WORK ORDER:
Pick every line from the data that holds the word "Cook".

[Collected data]
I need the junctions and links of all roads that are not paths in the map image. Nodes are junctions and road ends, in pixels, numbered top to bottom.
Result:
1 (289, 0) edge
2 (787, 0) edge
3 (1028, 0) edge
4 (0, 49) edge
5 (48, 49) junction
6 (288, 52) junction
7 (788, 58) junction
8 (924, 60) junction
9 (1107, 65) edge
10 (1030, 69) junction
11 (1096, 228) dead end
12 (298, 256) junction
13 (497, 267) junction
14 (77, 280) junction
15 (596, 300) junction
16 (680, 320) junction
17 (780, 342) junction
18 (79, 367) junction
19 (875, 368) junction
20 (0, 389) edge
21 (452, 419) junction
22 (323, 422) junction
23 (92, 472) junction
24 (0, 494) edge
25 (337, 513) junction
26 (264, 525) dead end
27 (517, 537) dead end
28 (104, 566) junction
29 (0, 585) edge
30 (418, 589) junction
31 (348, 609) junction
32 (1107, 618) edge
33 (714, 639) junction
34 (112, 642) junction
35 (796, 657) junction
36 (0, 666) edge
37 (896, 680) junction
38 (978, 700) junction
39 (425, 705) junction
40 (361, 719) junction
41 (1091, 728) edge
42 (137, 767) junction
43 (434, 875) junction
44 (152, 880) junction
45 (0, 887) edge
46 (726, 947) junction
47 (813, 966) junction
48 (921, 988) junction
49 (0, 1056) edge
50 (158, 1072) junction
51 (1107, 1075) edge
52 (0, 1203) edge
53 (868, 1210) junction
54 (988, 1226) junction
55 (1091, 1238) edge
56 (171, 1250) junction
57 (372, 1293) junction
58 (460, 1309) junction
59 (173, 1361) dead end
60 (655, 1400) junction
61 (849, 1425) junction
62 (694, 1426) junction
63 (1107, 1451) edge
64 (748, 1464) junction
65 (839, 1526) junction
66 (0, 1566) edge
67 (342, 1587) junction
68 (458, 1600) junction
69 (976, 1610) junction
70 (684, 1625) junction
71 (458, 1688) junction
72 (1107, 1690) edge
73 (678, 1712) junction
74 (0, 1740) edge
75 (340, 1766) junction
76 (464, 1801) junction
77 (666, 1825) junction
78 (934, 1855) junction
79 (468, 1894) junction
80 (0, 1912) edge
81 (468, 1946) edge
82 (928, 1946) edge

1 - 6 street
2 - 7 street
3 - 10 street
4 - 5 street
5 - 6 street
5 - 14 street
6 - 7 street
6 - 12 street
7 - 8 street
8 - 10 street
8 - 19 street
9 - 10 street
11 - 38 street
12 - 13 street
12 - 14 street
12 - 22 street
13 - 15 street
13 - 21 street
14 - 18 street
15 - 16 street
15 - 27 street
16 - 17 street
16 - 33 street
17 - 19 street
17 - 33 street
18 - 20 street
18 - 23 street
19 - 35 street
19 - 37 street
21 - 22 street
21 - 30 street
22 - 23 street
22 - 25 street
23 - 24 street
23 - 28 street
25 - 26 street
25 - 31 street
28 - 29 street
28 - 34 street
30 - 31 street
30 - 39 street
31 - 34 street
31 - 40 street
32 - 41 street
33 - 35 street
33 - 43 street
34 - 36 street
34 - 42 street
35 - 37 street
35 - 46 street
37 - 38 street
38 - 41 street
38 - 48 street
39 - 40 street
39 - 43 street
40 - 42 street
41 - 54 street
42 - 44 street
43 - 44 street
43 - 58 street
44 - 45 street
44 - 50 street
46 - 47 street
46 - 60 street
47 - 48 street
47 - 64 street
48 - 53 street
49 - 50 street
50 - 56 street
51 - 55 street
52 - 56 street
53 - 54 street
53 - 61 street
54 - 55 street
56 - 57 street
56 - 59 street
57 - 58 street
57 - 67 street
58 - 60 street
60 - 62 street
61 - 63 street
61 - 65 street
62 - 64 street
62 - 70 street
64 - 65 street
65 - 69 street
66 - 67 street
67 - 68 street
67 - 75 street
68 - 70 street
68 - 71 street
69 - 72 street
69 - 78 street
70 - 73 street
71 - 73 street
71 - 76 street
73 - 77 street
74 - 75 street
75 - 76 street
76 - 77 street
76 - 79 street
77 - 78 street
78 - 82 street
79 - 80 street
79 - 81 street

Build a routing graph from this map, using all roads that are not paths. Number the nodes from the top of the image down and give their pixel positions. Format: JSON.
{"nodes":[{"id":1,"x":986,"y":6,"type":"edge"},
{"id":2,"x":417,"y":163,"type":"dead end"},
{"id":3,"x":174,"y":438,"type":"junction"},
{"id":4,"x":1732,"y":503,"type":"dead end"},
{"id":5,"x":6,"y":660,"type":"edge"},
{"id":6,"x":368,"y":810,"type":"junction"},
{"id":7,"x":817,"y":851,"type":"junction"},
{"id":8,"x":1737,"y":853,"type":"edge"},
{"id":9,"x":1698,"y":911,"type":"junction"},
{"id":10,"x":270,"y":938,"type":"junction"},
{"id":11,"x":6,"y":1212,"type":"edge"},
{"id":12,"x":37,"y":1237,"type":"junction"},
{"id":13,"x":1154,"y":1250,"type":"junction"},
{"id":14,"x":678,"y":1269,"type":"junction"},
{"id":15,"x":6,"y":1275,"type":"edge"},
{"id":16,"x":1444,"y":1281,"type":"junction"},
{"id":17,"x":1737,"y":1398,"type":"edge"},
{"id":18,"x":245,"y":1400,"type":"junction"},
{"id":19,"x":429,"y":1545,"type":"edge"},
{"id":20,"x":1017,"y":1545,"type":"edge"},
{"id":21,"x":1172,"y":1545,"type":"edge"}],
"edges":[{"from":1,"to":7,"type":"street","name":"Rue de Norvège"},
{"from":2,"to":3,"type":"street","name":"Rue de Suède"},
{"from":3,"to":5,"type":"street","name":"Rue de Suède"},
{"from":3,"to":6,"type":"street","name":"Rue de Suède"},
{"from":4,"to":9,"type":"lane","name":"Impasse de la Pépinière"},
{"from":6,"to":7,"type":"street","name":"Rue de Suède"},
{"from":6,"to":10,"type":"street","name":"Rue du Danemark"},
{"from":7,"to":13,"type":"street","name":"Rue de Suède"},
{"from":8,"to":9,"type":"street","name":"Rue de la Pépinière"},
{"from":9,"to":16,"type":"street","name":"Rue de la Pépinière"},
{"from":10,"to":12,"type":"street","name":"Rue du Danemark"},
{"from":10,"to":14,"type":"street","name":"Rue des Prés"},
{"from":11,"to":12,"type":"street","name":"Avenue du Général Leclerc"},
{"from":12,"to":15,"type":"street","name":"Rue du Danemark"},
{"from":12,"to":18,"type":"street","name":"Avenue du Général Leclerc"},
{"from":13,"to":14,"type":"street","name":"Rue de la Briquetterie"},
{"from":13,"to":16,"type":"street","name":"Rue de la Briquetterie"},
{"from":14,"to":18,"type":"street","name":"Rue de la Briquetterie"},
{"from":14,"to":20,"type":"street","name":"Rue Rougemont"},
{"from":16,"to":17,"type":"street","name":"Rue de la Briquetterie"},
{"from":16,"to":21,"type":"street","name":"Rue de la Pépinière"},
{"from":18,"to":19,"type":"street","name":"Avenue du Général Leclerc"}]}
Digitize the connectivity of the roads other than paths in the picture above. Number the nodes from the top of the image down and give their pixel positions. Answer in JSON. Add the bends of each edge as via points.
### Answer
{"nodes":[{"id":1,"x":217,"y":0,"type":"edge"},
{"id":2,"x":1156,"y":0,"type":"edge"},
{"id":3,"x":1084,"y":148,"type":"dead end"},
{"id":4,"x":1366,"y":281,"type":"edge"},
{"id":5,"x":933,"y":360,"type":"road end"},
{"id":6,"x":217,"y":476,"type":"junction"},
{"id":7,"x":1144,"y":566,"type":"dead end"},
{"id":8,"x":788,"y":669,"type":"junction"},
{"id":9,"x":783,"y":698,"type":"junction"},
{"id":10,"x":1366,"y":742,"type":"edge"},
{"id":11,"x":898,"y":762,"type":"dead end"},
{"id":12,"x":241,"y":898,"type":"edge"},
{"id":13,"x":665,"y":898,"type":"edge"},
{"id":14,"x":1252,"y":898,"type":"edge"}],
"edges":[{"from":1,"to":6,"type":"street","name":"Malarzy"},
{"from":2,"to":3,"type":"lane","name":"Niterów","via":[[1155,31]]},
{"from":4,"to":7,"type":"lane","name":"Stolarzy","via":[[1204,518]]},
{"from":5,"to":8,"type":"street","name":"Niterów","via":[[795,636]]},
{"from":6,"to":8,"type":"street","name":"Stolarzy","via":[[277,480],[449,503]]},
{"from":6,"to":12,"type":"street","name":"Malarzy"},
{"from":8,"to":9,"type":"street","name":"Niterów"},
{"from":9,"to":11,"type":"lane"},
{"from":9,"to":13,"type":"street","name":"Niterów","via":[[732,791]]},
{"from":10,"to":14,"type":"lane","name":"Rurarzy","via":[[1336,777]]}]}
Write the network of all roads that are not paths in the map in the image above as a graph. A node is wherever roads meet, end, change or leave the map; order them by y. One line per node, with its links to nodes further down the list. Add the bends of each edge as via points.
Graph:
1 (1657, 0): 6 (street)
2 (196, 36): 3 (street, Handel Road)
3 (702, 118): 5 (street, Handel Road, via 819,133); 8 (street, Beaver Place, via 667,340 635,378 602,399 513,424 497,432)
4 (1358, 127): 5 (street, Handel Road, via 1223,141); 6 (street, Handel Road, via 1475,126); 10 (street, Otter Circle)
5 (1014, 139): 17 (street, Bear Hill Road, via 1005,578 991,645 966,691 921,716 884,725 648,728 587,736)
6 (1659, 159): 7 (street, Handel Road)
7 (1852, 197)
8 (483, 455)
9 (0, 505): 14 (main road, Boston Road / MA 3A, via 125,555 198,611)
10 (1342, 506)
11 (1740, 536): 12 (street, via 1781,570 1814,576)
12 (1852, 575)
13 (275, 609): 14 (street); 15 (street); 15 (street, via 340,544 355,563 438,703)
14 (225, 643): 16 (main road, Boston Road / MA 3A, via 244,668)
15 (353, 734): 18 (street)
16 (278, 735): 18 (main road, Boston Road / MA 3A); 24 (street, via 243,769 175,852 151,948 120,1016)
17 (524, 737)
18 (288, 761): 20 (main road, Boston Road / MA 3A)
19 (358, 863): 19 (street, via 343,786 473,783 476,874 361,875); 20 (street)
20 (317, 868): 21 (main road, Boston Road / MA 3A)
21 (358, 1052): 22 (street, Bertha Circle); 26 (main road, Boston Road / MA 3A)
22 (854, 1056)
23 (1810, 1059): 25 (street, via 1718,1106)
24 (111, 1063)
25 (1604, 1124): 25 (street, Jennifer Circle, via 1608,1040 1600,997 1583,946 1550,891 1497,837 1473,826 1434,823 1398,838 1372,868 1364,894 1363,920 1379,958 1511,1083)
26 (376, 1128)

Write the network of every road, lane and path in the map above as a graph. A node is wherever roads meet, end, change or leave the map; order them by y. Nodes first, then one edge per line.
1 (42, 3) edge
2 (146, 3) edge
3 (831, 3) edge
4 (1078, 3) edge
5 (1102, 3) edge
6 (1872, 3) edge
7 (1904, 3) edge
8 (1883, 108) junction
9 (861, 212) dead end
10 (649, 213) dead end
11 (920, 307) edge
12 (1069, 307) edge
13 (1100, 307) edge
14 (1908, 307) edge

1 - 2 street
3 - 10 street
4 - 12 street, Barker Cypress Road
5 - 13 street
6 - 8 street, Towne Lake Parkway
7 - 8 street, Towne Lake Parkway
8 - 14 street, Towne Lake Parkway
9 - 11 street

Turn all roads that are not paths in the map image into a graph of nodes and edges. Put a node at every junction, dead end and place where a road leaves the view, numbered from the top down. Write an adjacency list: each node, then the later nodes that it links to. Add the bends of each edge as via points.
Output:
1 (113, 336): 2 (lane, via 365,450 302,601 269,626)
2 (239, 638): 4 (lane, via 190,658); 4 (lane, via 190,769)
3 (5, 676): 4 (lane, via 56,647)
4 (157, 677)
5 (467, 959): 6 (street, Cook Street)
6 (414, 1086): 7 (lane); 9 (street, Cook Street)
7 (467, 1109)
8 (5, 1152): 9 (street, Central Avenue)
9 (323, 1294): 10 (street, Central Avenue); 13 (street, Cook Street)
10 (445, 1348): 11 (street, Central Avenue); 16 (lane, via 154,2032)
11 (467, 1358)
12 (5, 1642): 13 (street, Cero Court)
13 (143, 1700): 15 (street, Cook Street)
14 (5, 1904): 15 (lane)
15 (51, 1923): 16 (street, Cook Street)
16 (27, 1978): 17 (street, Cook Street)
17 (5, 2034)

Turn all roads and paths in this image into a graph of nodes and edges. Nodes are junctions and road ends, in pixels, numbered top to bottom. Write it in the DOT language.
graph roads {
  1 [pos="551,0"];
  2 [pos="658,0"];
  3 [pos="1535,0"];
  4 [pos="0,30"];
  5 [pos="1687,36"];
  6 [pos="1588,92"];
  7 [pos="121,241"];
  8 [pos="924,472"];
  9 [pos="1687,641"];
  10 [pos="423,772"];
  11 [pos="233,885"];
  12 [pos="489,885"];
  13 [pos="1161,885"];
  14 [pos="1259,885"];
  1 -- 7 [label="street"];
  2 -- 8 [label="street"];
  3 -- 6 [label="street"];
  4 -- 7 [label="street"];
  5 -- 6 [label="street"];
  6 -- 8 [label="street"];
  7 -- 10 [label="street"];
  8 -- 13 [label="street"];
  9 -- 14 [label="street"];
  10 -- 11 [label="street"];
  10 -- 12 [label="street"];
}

SOLVED PROBLEM:
5 (467, 959): 6 (street, Cook Street)
6 (414, 1086): 7 (lane); 9 (street, Cook Street)
9 (323, 1294): 10 (street, Central Avenue); 13 (street, Cook Street)
13 (143, 1700): 15 (street, Cook Street)
15 (51, 1923): 16 (street, Cook Street)
16 (27, 1978): 17 (street, Cook Street)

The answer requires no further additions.